The Mayor of London, Sadiq Khan, has warned Government must take urgent action as a new report reveals the amount of grant funding required to deliver the affordable homes Londoners desperately need is £4.9bn a year – seven times more than the capital currently receives.
The Mayor currently receives around £700m affordable housing grant per year from the Government. Sadiq is using all the resources and powers at his disposal to tackle the housing crisis, and last year started a record 14,544 affordable homes, including nearly 4,000 at social rent levels – more than in any year since City Hall took control of housing investment in the capital, and exceeding the target of 14,000 agreed with Government ministers.
However, today’s report highlights that if the Mayor, housing associations, and councils are going to be able to meet Londoners’ housing needs, vastly increased Government investment is urgently needed.
The Mayor’s current Affordable Homes Programme, launched in 2016, runs until March 2022. Working with the G15 group of London’s largest housing associations, councils, and other housing sector experts, City Hall examined how much grant funding is needed to deliver a 10-year programme to follow this, until 2032. Based on the Mayor’s draft London Plan, which identifies need and capacity for 65,000 new homes each year of which 50 per cent should be affordable, this programme aims to deliver 325,000 new affordable homes. Of these, 70 per cent would be social rent (22,750 homes a year), 20 per cent shared ownership (6,500 homes), and 10 per cent intermediate rent (3,250 homes).
Delivering this number of new social rented and other genuinely affordable homes will require significant subsidy. Furthermore, construction costs are estimated to increase by 3.4 per cent each year until 2023 which, alongside inflation and a variable housing market, mean the subsidy needed to deliver the homes London needs is far greater in cash terms than a decade ago.
The Mayor of London, Sadiq Khan, said:
“This analysis shows the vast increase in Government funding required to deliver the affordable homes that Londoners desperately need. City Hall is building record numbers of new council and social homes, but we need far more funding if we are to truly tackle the housing crisis. As a new Prime Minister takes the helm, they must put their money where their mouth is and provide the funding we need to turn this crisis around.”
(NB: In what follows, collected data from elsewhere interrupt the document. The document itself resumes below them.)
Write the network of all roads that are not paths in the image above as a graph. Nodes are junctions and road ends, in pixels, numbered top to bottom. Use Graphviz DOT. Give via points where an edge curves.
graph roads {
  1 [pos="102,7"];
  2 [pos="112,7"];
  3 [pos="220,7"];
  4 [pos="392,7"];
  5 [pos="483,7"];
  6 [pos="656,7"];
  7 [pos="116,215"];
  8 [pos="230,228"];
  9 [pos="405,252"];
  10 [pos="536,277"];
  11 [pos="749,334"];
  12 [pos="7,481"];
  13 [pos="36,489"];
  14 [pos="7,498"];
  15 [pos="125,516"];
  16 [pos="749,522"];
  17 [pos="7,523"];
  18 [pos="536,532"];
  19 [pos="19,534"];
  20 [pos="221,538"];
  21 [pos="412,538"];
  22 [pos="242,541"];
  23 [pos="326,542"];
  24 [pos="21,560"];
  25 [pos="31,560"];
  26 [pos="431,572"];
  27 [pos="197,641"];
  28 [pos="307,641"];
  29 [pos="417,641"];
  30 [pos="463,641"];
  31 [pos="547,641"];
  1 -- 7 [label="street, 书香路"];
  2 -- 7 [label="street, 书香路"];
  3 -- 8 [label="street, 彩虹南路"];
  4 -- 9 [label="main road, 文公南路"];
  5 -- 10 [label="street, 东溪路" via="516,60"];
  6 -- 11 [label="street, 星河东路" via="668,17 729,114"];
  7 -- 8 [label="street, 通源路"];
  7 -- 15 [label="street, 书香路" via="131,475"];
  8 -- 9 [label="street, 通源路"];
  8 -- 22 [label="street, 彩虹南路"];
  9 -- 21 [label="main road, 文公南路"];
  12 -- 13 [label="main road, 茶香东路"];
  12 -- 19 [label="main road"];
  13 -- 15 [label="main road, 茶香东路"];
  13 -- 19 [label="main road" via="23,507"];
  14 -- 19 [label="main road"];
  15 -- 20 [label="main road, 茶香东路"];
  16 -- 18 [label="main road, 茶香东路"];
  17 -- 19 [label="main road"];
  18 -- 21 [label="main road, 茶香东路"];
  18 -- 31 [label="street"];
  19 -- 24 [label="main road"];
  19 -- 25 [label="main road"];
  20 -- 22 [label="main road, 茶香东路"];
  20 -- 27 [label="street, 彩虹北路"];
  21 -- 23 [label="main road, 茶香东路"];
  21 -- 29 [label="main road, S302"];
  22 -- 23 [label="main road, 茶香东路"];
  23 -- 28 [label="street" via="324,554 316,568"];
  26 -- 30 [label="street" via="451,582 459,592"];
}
Paul Hackett, chair of the G15 group of London’s largest housing associations, said:
“Londoners have known for years how severe the capital’s housing crisis has become, but our new joint report with the Mayor shows exactly what is needed to address the problem. Housing associations have shown great flexibility in recent years, responding to lower grant rates since 2011 by building more housing for sale to fund a pipeline of affordable homes. But London’s large associations now fund up to 85% of the cost of new homes from their own resources. With the private market slowing, this cross-subsidy model is at breaking point.
“This research shows that to build genuinely affordable homes at the scale required, the Government’s approach to funding needs to fundamentally change. We need to return to higher grant rates and agree a long-term settlement to give us the tools to keep tackling the housing crisis head-on.”
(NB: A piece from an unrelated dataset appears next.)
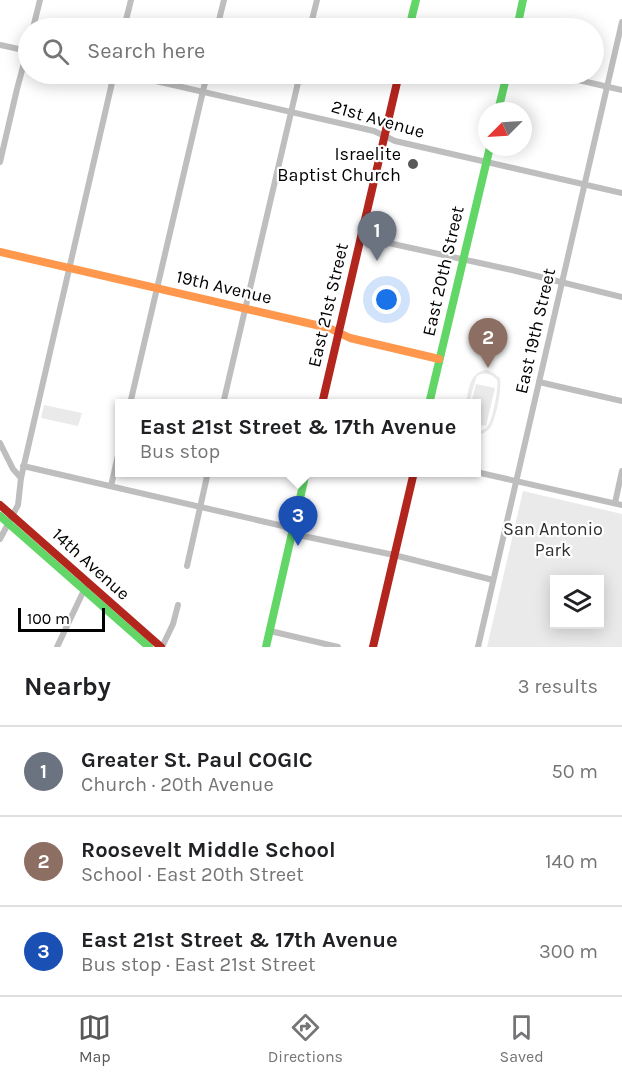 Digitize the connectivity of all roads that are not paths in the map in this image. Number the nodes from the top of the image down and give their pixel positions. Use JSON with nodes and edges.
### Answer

Before 2008, grant funding consistently covered more than half the cost of a new affordable home. Today’s analysis highlights that, since the Coalition Government, it has fallen to much lower levels – now at around 15 to 20 per cent – and that a return is needed to previous funding levels, with around 48 per cent of the cost of a new home needing to be covered by public subsidy.
Jasmine Whitbread, London First’s Chief Executive, said:
“High housing costs risk draining London of the talent it needs, pricing out the essential workers at the heart of our capital. If London is to build the affordable homes it needs, a step change in government funding is critical. The new Prime Minister must move quickly to put affordable housing in London on a more sustainable footing, or we risk losing the people that give our city its competitive edge.”
Cllr Darren Rodwell, London Councils’ Executive Member for Housing & Planning, said:
“London faces a severe and worsening homelessness crisis because of the chronic lack of affordable homes. This research provides the latest evidence of underinvestment in London’s housing sector. Boroughs are keenly aware of how this underinvestment leads to growing housing pressures in communities and ballooning costs to the public sector – including skyrocketing homelessness rates and 54,000 London households living in temporary accommodation. Boroughs are committed to delivering the homes our communities need, but we’re struggling with 63 per cent reductions to our core funding since 2010.
“With a new Prime Minister set to take office soon, we need the government to get to grips with this issue by providing the resources required for a substantial boost to affordable housebuilding in the capital.”
Jackie Ashmenall, London Citizens leadership team said:
“London Citizens has been working with the Mayor to ensure an increase in genuinely affordable housing across our capital. Through this work we have seen the importance of central government funding. An increase in this funding would help build homes that keep families together, children in local schools, nurses in our hospitals, and relieve the financial pressures of life in a city with a housing crisis.”